Put the batter into the piping bag, squeeze the batter into a circle, shake the bakeware, throw out large bubbles, use a toothpick to break the bubbles on the surface of the batter. Preheat the oven up and down to 150 degrees, the middle layer, bake in the oven for 5 minutes (after the skirt is out), insert the upper layer of the oven into the baking tray to prevent the macarons from coloring, and bake for about 10 minutes before it is out of the oven. Keep the macaron sealed after being baked to prevent the macaron from drying out
7.
Next, make sakura strawberry ganache. First, blanch the salted sakura with boiling water, then wash it a few times to remove the excess salt, mix it with the strawberries to make a velvet, heat and boil immediately, remove from the heat, and set aside. The whipped cream and glucose are boiled and then poured into the white chocolate that has been melted in water.
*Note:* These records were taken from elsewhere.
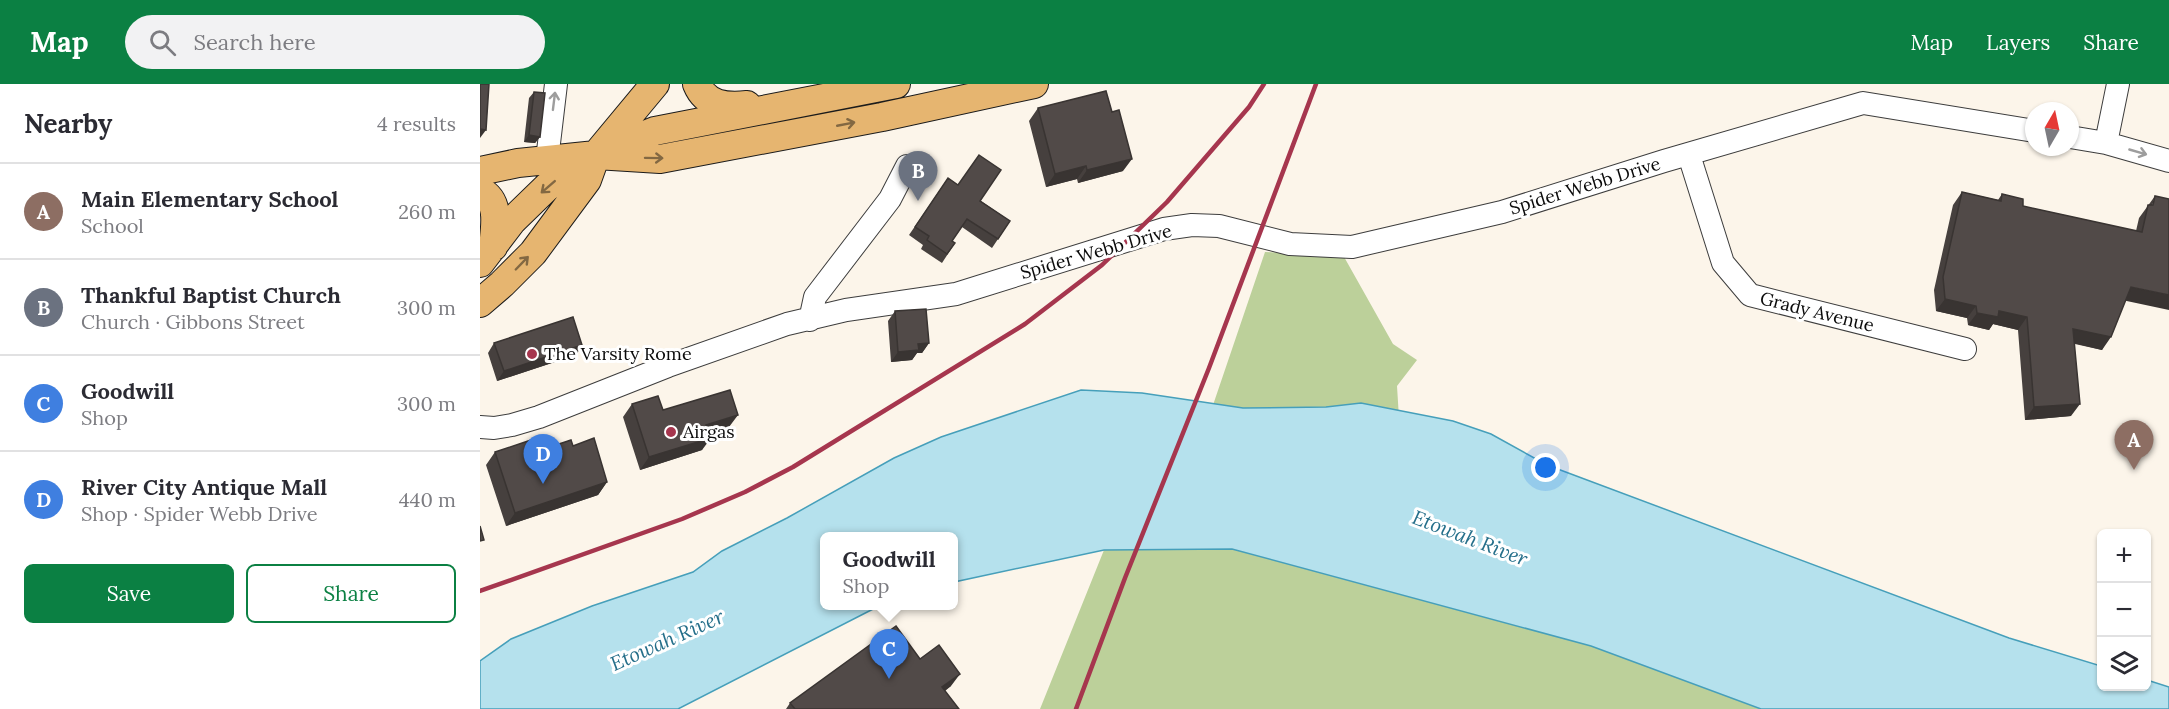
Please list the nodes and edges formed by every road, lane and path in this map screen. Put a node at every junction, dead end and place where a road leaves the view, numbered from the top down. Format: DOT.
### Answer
graph roads {
  1 [pos="556,84"];
  2 [pos="655,84"];
  3 [pos="697,84"];
  4 [pos="864,84"];
  5 [pos="896,84"];
  6 [pos="1034,84"];
  7 [pos="2118,84"];
  8 [pos="2025,130"];
  9 [pos="2079,138"];
  10 [pos="2106,143"];
  11 [pos="596,155"];
  12 [pos="1689,155"];
  13 [pos="547,160"];
  14 [pos="2169,161"];
  15 [pos="907,166"];
  16 [pos="480,171"];
  17 [pos="480,190"];
  18 [pos="486,255"];
  19 [pos="480,303"];
  20 [pos="810,320"];
  21 [pos="1965,349"];
  22 [pos="480,427"];
  13 -- 1 [label="street, one-way"];
  2 -- 11 [label="main road"];
  3 -- 4 [label="main road"];
  5 -- 11 [label="main road"];
  11 -- 6 [label="main road, one-way"];
  7 -- 10 [label="street"];
  8 -- 12 [label="street, Spider Webb Drive"];
  9 -- 10 [label="street"];
  10 -- 14 [label="street, one-way"];
  11 -- 13 [label="main road"];
  11 -- 18 [label="main road, one-way"];
  19 -- 11 [label="main road, one-way"];
  12 -- 20 [label="street, Spider Webb Drive"];
  12 -- 21 [label="street, Grady Avenue"];
  13 -- 16 [label="main road"];
  15 -- 20 [label="street"];
  17 -- 18 [label="main road"];
  20 -- 22 [label="street, Spider Webb Drive"];
}
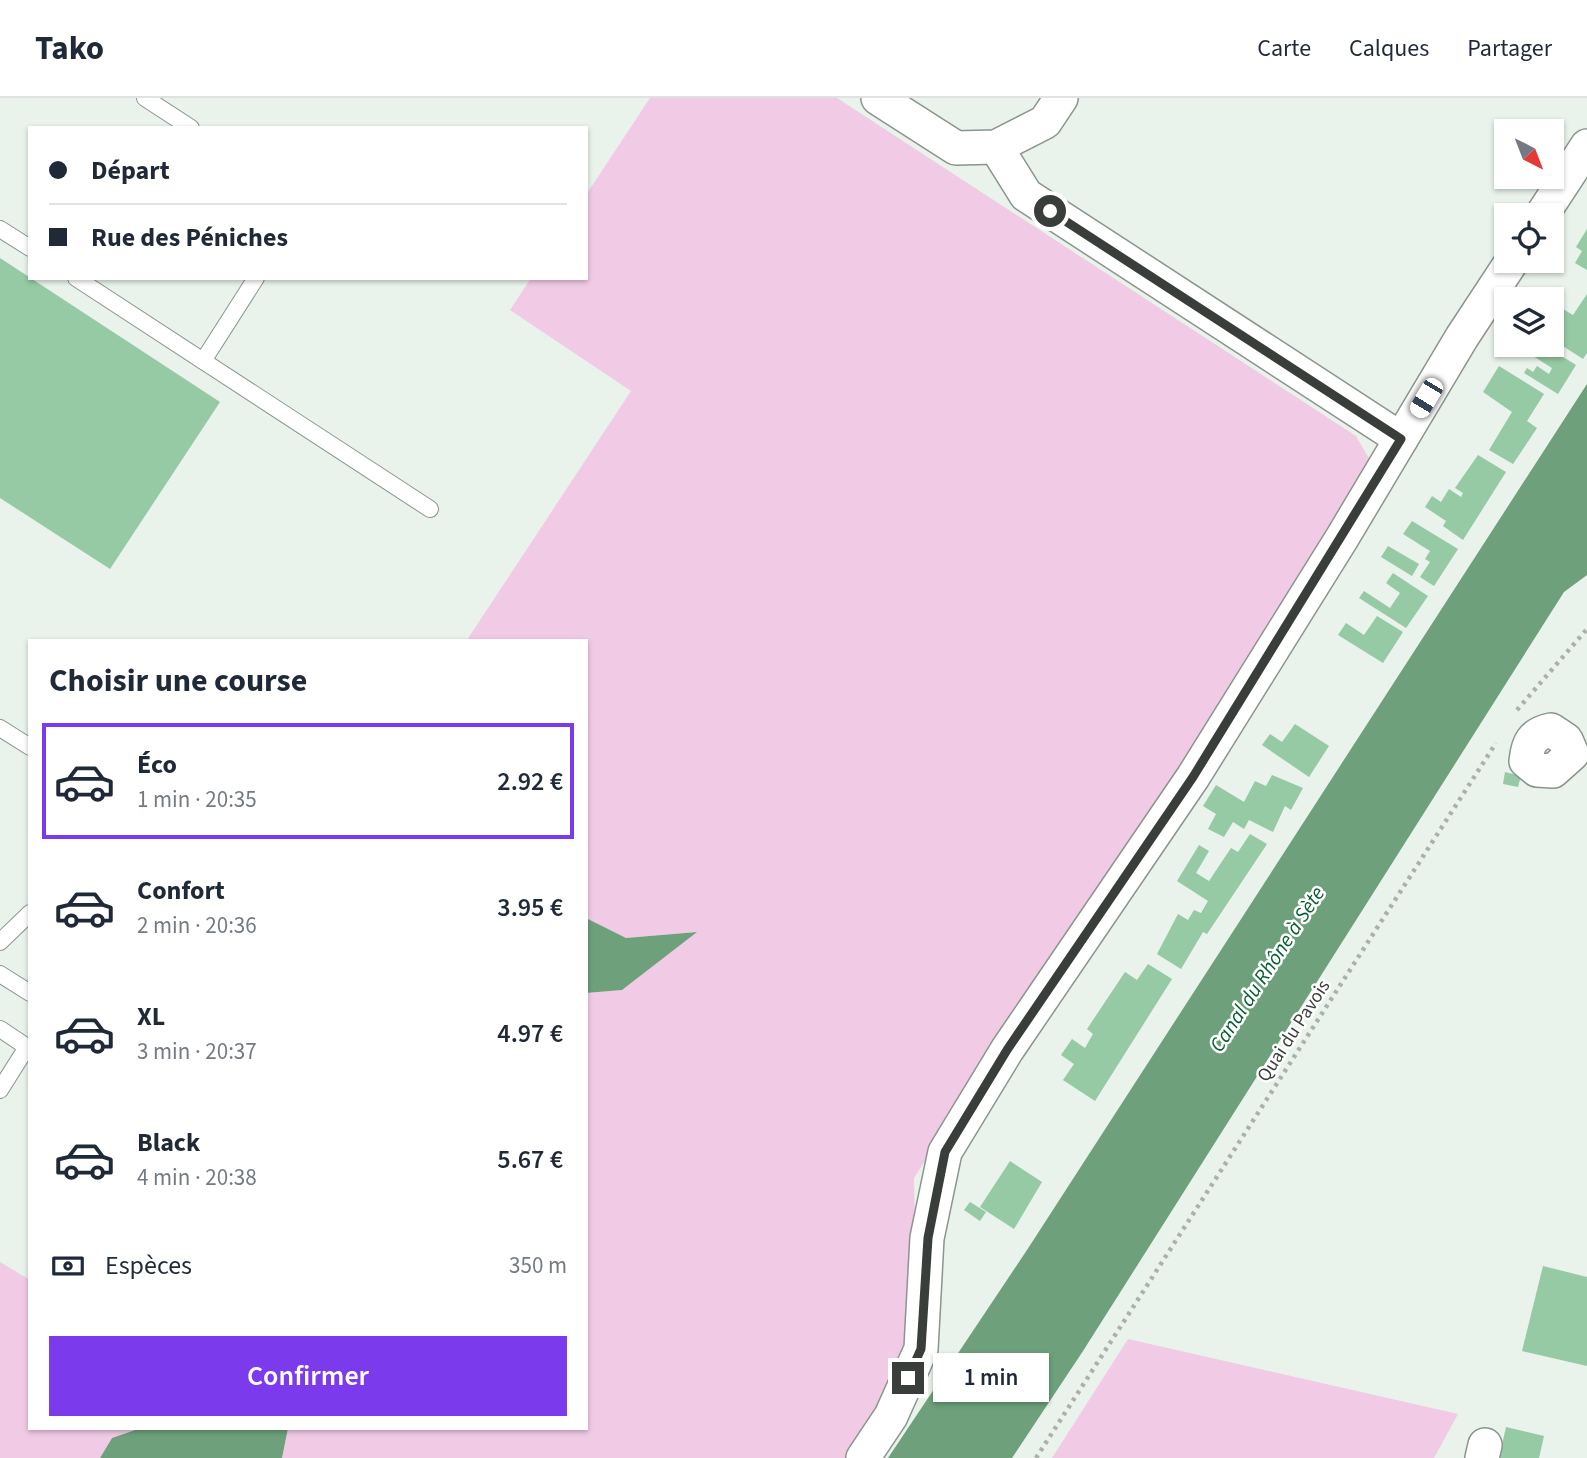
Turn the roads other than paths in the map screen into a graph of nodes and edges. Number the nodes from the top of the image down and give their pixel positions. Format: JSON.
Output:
{"nodes":[{"id":1,"x":145,"y":98,"type":"edge"},
{"id":2,"x":878,"y":98,"type":"edge"},
{"id":3,"x":1061,"y":98,"type":"edge"},
{"id":4,"x":188,"y":126,"type":"edge"},
{"id":5,"x":1587,"y":146,"type":"edge"},
{"id":6,"x":996,"y":147,"type":"junction"},
{"id":7,"x":1550,"y":203,"type":"edge"},
{"id":8,"x":0,"y":229,"type":"edge"},
{"id":9,"x":28,"y":247,"type":"edge"},
{"id":10,"x":1504,"y":273,"type":"edge"},
{"id":11,"x":79,"y":280,"type":"edge"},
{"id":12,"x":255,"y":280,"type":"edge"},
{"id":13,"x":203,"y":361,"type":"junction"},
{"id":14,"x":1401,"y":439,"type":"junction"},
{"id":15,"x":430,"y":509,"type":"dead end"},
{"id":16,"x":0,"y":728,"type":"edge"},
{"id":17,"x":28,"y":746,"type":"edge"},
{"id":18,"x":28,"y":916,"type":"edge"},
{"id":19,"x":0,"y":942,"type":"edge"},
{"id":20,"x":0,"y":974,"type":"edge"},
{"id":21,"x":28,"y":992,"type":"edge"},
{"id":22,"x":0,"y":1029,"type":"edge"},
{"id":23,"x":0,"y":1090,"type":"edge"},
{"id":24,"x":863,"y":1458,"type":"edge"}],
"edges":[{"from":1,"to":4,"type":"lane"},
{"from":2,"to":6,"type":"street"},
{"from":3,"to":6,"type":"street"},
{"from":5,"to":7,"type":"street"},
{"from":6,"to":14,"type":"street"},
{"from":8,"to":9,"type":"lane"},
{"from":10,"to":14,"type":"street"},
{"from":11,"to":13,"type":"lane"},
{"from":12,"to":13,"type":"lane"},
{"from":13,"to":15,"type":"lane"},
{"from":14,"to":24,"type":"street"},
{"from":16,"to":17,"type":"lane"},
{"from":18,"to":19,"type":"lane"},
{"from":20,"to":21,"type":"lane"},
{"from":22,"to":23,"type":"lane"}]}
Stir well, add the softened unsalted butter, stir until the butter is melted, add a little pink pigment, and then mix with the cherry and strawberry puree, and put it in the refrigerator. refrigeration
8.
When the cherry blossom strawberry ganache becomes thick, squeeze it into the macarons, put it in the refrigerator (frozen) and absorb moisture for 2-3 days before eating
Tips:
1. The actual baking temperature is subject to the actual temperature of the oven.
2. After baking, the macaron batter must be allowed to cool before taking it off, otherwise it will stick to the glass fiber baking mat.
3. To heat the chocolate, it must be heated in water or in a microwave oven, but it is best to heat it in a microwave oven every few seconds without burning it.